> _The data_

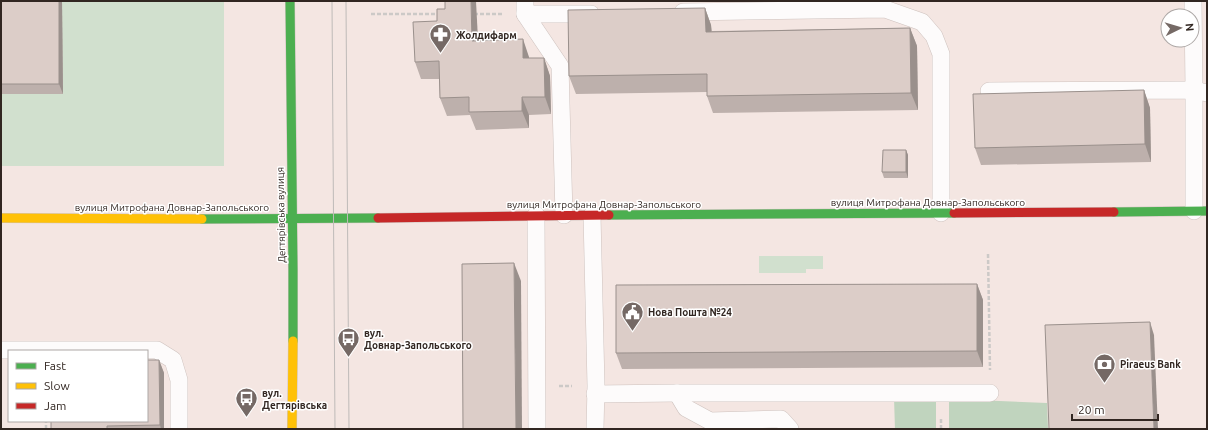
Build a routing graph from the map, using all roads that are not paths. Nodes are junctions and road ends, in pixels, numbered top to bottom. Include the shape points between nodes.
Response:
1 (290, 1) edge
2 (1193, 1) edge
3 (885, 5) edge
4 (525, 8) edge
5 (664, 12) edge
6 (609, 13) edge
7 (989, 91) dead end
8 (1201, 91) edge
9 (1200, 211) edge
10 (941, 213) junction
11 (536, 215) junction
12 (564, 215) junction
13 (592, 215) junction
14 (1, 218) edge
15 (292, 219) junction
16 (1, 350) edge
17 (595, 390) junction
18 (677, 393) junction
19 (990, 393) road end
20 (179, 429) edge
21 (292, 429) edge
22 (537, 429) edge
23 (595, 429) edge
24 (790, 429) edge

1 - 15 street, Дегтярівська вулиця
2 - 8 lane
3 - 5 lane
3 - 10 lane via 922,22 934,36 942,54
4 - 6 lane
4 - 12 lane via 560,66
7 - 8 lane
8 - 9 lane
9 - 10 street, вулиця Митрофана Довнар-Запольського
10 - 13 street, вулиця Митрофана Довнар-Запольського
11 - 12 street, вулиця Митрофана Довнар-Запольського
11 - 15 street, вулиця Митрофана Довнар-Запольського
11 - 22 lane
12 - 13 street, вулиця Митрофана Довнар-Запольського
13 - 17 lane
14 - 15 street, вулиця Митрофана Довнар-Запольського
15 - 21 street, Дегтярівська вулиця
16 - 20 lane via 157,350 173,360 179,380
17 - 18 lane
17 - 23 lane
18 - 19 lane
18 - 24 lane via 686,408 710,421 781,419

---

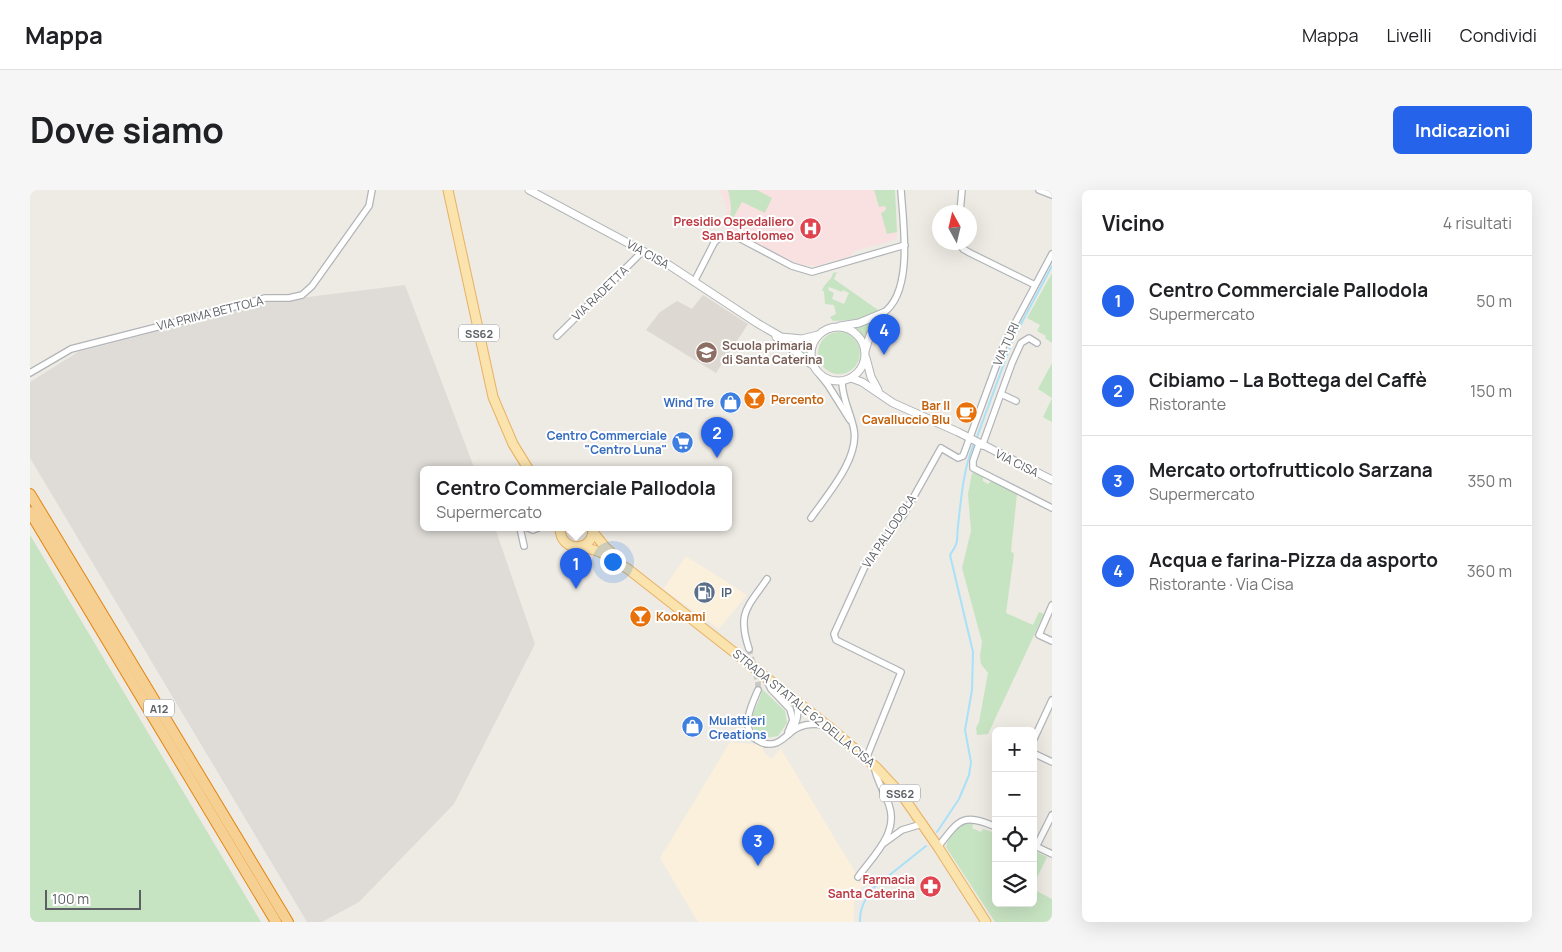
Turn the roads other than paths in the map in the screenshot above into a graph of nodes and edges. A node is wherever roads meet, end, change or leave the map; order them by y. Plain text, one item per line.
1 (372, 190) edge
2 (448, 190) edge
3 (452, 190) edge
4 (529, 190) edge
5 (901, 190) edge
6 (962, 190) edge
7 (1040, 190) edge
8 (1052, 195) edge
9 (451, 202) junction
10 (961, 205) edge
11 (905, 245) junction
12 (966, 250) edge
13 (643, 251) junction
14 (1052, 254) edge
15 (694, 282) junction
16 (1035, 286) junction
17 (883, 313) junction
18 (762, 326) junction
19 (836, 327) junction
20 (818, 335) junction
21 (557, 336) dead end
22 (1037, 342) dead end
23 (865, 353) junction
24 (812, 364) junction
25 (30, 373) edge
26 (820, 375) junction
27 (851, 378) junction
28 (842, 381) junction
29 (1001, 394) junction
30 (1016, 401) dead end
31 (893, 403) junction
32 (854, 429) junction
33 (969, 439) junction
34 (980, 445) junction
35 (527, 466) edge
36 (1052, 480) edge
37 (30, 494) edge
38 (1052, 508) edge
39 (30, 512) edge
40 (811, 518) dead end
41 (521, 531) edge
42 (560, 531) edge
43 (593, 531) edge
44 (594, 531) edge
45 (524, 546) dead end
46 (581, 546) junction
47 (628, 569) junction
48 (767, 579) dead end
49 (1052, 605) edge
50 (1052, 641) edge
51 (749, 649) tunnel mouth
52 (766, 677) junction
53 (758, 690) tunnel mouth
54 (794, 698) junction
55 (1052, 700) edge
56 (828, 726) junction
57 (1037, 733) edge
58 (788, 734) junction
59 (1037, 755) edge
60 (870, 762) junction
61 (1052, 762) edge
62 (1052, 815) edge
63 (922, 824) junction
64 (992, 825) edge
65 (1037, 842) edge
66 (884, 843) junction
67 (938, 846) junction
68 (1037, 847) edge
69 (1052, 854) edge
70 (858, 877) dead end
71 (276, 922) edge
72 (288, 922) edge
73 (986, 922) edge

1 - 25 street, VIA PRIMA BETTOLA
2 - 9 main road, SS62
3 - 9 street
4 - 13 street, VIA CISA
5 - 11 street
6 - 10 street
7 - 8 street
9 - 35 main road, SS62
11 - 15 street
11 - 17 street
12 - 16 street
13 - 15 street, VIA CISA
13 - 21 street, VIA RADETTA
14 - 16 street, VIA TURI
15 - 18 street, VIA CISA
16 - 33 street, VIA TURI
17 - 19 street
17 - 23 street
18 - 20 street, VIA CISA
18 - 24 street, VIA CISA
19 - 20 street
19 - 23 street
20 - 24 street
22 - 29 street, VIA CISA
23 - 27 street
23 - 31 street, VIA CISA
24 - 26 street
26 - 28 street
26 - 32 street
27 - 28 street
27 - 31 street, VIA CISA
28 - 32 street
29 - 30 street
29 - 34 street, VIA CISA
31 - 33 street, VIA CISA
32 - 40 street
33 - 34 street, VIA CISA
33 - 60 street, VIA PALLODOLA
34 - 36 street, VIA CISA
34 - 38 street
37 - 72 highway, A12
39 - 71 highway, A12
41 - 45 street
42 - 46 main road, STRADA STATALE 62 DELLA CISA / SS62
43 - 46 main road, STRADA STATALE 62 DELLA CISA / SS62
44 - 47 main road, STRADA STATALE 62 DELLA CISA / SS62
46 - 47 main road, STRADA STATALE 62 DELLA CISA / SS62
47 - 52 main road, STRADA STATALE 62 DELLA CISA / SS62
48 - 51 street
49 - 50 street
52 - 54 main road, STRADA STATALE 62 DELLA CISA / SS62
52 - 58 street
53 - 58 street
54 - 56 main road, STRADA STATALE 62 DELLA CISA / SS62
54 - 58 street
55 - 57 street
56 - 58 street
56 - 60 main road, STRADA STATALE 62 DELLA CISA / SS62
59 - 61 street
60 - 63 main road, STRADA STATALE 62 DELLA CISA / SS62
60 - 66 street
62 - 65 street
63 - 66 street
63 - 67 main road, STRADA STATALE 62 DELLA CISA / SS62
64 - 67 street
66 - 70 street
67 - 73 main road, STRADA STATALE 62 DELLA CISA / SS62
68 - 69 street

> _Aim of the task_
Extract every line above containing the word "TURI".

> _Task output_
14 - 16 street, VIA TURI
16 - 33 street, VIA TURI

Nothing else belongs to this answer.